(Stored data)
- - -

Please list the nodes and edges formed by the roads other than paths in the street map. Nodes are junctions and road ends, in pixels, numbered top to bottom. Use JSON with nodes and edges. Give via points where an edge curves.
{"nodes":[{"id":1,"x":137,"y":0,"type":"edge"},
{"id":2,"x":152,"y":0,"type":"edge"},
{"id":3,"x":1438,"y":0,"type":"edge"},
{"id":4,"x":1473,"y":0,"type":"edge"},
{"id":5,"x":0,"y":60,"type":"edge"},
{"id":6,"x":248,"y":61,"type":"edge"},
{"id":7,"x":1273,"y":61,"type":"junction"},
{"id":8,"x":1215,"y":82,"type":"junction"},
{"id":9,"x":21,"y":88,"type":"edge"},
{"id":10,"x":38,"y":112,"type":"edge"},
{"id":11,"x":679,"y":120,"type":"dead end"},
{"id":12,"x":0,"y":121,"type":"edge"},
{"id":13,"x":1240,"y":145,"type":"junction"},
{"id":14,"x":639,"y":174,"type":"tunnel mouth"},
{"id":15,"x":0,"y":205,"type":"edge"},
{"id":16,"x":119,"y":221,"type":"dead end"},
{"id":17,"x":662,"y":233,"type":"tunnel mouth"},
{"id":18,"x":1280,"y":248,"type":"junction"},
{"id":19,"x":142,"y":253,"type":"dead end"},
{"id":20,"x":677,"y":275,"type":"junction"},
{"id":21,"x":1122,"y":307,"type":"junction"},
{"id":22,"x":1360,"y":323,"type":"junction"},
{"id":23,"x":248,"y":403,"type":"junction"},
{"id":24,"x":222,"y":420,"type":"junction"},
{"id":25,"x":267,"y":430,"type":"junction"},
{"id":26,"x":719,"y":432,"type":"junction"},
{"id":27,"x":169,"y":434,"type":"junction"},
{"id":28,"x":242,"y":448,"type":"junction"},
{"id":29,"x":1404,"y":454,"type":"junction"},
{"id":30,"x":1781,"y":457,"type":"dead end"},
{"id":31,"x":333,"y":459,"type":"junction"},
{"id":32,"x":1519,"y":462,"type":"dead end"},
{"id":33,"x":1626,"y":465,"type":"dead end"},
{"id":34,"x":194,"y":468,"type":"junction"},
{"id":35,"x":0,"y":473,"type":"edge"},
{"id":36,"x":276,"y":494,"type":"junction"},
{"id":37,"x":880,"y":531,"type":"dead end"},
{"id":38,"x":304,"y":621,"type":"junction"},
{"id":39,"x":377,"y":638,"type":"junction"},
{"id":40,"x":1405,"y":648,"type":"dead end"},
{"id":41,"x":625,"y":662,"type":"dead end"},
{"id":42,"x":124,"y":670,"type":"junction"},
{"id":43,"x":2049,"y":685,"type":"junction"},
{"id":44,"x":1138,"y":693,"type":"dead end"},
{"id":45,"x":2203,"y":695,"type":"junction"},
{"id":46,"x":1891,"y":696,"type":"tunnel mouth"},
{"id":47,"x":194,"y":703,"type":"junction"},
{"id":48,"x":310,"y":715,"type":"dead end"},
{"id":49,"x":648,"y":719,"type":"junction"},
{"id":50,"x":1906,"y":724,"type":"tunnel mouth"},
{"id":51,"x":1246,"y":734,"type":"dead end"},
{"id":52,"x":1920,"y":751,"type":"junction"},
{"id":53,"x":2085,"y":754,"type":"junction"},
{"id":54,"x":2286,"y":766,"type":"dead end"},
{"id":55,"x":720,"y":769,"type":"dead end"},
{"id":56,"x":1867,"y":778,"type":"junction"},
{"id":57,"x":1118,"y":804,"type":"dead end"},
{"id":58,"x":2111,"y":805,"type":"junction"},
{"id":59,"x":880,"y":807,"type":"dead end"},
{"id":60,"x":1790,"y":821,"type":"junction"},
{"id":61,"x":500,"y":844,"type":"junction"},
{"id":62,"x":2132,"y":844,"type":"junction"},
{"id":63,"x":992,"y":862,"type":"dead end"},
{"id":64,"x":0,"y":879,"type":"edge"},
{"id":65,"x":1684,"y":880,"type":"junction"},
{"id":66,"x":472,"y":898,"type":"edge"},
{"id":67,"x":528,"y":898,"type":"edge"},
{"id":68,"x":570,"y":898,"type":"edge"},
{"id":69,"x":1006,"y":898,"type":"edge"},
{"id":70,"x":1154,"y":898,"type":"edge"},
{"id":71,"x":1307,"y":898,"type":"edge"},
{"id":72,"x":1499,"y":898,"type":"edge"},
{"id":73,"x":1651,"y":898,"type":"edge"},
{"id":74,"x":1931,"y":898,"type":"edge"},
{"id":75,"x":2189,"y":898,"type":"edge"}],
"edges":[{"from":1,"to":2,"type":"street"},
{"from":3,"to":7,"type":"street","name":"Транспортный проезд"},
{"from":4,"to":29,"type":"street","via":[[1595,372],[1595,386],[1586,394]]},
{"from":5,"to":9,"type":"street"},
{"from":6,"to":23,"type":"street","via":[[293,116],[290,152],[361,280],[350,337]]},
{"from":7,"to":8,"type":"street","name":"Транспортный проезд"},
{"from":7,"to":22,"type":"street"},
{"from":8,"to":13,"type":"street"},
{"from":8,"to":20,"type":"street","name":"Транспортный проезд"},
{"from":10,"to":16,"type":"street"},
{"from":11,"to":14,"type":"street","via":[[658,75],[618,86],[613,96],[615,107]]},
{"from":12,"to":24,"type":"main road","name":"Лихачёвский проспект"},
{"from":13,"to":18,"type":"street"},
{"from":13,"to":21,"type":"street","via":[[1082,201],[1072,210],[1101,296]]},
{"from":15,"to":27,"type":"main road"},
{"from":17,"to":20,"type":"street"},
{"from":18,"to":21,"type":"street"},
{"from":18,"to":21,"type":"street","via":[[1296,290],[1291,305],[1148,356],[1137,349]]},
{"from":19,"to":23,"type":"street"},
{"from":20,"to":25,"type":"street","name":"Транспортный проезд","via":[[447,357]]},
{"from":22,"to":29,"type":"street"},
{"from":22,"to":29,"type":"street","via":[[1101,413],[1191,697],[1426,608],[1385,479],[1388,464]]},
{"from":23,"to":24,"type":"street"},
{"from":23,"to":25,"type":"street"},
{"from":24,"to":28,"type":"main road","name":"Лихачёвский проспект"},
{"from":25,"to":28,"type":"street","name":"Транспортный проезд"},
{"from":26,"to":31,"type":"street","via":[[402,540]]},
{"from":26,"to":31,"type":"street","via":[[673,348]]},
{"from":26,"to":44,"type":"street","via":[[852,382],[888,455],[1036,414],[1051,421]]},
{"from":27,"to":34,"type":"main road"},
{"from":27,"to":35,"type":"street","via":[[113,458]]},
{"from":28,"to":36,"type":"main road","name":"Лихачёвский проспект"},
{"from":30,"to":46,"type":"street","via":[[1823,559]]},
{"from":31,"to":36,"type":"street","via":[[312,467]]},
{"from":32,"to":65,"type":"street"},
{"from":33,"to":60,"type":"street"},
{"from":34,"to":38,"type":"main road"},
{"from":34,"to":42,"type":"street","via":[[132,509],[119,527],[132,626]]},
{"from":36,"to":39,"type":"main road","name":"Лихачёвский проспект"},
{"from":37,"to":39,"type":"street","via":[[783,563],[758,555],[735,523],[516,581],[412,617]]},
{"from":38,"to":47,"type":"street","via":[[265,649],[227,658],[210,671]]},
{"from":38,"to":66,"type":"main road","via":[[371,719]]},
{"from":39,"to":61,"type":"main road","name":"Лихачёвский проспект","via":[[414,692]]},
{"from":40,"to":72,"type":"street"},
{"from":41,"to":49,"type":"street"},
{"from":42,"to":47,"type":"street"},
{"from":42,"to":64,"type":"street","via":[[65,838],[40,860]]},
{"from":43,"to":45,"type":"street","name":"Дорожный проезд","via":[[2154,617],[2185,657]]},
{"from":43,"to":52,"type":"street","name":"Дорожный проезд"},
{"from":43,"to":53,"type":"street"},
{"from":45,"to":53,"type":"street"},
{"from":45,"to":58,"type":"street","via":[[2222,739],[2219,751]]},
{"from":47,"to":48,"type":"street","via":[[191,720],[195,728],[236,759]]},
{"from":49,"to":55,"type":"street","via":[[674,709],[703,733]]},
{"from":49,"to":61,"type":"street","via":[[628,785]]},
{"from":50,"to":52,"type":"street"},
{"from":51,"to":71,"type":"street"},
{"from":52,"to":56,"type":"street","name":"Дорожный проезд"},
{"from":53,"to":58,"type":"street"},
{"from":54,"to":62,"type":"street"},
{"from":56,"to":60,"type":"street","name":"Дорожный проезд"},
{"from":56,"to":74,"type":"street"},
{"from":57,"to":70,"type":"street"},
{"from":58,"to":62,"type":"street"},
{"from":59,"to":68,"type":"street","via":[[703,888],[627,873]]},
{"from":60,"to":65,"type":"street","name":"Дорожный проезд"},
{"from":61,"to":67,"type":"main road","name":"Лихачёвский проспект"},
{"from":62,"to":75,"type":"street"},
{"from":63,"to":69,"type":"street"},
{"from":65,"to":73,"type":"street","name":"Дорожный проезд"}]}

- - -

What is needed → Show all lines from the records above where the word "main" occurs.

Response area →
{"from":12,"to":24,"type":"main road","name":"Лихачёвский проспект"},
{"from":15,"to":27,"type":"main road"},
{"from":24,"to":28,"type":"main road","name":"Лихачёвский проспект"},
{"from":27,"to":34,"type":"main road"},
{"from":28,"to":36,"type":"main road","name":"Лихачёвский проспект"},
{"from":34,"to":38,"type":"main road"},
{"from":36,"to":39,"type":"main road","name":"Лихачёвский проспект"},
{"from":38,"to":66,"type":"main road","via":[[371,719]]},
{"from":39,"to":61,"type":"main road","name":"Лихачёвский проспект","via":[[414,692]]},
{"from":61,"to":67,"type":"main road","name":"Лихачёвский проспект"},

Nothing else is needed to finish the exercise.